--- Stored items ---
++++++++

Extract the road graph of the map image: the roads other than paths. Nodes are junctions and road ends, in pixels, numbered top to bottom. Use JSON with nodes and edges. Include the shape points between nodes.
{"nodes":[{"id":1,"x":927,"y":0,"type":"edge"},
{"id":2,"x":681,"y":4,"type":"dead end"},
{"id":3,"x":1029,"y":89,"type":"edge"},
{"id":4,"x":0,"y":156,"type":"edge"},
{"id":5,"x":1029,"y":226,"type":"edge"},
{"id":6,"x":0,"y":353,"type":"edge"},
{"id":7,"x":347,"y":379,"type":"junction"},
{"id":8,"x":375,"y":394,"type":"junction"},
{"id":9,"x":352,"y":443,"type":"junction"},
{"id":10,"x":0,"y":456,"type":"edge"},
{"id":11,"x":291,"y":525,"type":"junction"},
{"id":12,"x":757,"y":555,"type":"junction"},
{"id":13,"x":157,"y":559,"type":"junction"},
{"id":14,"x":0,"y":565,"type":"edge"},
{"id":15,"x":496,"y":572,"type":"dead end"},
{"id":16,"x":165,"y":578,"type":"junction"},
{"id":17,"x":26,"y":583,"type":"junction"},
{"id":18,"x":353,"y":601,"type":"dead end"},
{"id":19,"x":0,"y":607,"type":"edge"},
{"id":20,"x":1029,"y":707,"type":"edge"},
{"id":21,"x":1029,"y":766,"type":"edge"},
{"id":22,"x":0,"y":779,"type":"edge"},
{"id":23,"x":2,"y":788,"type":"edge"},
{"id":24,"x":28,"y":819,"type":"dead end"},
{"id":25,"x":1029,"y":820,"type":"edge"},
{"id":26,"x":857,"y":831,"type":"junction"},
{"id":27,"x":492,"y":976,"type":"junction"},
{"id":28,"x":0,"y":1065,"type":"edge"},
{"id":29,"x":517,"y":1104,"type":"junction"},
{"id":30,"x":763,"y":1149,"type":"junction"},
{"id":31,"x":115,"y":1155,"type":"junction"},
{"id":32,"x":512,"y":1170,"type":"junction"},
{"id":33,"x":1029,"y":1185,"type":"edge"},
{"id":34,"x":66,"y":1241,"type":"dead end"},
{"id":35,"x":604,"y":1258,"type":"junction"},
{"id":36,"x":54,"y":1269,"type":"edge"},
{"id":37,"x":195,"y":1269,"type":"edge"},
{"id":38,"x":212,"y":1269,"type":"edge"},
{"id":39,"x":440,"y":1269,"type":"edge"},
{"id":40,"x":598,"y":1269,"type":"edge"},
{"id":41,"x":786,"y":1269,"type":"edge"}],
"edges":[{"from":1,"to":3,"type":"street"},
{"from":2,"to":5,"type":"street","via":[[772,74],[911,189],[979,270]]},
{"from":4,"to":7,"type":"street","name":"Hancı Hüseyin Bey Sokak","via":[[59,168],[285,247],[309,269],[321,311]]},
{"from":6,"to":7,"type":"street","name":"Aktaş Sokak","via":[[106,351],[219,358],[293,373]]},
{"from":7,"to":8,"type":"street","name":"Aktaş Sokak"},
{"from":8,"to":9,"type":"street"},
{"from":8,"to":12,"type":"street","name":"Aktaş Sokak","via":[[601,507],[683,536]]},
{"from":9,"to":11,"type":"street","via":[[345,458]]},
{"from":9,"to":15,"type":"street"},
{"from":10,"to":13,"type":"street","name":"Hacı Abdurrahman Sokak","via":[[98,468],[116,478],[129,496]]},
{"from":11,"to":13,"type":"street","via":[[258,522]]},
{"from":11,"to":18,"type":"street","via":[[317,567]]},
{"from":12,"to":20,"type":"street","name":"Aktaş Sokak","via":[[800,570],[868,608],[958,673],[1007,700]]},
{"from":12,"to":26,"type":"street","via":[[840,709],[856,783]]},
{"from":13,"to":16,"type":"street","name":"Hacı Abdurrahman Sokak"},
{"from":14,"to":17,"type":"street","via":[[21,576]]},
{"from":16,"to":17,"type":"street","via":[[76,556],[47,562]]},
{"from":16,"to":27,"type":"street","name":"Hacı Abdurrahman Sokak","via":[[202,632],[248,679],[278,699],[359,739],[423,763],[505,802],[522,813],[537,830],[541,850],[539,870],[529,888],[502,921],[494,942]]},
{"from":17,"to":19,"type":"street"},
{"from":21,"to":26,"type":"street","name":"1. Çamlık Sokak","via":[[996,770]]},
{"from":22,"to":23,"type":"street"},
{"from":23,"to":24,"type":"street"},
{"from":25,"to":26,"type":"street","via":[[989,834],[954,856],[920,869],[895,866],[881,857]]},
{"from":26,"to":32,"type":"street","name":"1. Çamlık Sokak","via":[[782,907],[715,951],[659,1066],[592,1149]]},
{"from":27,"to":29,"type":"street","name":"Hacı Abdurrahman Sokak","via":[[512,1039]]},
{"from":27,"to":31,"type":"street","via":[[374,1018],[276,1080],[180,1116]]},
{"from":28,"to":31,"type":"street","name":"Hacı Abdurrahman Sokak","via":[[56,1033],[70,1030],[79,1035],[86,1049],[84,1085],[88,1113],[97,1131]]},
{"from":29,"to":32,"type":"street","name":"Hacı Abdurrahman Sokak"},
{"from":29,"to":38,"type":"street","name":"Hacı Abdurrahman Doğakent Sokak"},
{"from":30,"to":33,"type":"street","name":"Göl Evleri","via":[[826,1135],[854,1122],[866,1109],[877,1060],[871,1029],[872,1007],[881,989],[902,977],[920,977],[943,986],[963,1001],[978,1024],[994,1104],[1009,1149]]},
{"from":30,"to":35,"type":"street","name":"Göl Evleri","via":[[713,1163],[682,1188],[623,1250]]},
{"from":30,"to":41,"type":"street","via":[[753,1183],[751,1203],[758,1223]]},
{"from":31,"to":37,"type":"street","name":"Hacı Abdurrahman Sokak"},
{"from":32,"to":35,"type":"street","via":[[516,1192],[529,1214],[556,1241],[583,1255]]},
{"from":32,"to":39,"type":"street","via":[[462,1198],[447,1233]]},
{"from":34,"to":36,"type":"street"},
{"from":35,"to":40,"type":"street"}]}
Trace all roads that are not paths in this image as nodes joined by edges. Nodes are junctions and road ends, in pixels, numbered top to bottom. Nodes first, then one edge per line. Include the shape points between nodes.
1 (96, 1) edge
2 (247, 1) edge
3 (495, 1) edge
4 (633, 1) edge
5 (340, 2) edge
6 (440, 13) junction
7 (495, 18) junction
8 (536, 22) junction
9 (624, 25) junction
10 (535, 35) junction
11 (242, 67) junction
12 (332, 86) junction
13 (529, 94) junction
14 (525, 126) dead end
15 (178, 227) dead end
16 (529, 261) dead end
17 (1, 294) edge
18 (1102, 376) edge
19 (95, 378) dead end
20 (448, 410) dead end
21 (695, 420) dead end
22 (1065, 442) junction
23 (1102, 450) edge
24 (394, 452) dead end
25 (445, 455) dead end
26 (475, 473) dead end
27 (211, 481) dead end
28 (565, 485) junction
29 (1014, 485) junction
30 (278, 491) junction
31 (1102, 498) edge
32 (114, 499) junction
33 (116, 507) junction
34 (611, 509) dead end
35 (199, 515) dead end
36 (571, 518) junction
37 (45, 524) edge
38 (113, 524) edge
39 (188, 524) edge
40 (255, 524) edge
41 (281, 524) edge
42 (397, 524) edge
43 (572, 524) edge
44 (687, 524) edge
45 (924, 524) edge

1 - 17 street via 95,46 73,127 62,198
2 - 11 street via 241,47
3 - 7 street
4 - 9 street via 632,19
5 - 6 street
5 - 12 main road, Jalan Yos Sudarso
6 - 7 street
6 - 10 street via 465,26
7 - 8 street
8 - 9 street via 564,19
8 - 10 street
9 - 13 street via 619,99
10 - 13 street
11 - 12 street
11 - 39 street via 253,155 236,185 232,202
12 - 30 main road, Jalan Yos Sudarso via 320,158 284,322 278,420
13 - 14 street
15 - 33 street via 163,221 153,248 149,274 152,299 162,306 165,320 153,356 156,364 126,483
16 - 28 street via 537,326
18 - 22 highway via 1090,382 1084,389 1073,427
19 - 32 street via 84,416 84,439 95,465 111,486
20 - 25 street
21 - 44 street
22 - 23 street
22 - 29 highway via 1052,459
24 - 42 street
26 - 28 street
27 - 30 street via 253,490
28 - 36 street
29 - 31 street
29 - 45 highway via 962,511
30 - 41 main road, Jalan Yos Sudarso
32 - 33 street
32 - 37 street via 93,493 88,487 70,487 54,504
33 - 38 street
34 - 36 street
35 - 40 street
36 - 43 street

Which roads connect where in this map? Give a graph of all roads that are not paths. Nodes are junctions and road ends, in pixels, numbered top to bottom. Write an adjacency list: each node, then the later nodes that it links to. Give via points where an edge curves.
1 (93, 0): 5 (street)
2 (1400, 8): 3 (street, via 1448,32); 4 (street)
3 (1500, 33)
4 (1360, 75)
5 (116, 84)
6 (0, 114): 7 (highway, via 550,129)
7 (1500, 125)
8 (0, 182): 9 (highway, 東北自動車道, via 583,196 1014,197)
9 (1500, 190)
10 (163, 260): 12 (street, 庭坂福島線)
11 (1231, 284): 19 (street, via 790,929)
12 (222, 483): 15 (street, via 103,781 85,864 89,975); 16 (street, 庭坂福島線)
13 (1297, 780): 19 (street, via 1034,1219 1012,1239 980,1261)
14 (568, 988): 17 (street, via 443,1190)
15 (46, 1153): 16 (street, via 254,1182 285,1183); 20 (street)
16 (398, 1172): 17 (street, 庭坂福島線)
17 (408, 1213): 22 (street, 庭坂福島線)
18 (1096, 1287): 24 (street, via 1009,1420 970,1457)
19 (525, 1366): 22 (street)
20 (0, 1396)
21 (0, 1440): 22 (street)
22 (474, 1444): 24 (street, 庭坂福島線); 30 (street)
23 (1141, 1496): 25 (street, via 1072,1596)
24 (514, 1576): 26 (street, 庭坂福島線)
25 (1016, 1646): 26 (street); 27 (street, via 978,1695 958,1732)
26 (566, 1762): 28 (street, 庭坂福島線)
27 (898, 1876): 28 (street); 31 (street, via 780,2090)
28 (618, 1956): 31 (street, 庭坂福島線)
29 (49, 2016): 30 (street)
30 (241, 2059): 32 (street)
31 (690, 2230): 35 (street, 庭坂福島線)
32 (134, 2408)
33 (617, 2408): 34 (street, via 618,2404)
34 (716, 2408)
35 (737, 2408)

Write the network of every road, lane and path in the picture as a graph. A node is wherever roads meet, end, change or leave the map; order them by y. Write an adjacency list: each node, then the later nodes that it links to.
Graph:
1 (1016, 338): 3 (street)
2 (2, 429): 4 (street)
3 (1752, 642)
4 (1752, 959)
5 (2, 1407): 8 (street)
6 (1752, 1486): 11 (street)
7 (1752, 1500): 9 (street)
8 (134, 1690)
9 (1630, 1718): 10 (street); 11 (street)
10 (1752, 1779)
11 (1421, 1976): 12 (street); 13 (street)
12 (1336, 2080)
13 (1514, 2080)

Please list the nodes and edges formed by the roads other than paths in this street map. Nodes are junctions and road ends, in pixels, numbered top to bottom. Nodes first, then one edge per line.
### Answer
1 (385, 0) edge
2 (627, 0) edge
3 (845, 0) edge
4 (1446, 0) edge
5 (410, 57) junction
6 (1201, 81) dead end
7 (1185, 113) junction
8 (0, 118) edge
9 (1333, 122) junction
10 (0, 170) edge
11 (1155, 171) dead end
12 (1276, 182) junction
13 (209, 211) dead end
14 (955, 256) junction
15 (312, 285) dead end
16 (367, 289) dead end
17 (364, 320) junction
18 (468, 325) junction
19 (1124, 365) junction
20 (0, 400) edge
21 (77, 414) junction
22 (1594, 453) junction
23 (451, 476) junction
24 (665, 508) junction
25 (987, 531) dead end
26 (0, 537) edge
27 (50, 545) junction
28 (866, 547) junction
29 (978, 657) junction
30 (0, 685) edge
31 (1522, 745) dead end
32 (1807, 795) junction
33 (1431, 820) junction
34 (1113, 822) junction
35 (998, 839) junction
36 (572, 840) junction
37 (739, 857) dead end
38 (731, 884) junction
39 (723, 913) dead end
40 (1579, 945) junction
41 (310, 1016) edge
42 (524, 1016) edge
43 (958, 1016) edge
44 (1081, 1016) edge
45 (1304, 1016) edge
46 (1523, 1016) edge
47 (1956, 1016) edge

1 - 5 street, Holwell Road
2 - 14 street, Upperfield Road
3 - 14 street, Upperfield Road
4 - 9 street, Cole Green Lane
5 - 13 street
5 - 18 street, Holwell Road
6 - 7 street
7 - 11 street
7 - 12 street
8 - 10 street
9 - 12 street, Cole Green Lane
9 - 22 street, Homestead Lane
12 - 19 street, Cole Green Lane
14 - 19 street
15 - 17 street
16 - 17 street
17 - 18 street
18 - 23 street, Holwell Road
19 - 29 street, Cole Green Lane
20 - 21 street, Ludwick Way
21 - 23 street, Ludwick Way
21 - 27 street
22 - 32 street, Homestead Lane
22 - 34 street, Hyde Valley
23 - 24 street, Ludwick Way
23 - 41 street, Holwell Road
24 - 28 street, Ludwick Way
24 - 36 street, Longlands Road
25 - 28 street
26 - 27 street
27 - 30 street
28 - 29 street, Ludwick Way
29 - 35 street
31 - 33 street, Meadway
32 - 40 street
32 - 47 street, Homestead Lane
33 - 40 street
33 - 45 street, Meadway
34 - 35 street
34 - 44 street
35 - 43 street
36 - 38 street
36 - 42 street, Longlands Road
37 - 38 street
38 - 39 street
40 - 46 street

++++++++

--- Brief ---
Lines in the records above that carry the word "Longlands" are to be located and copied.

--- Worked solution ---
24 - 36 street, Longlands Road
36 - 42 street, Longlands Road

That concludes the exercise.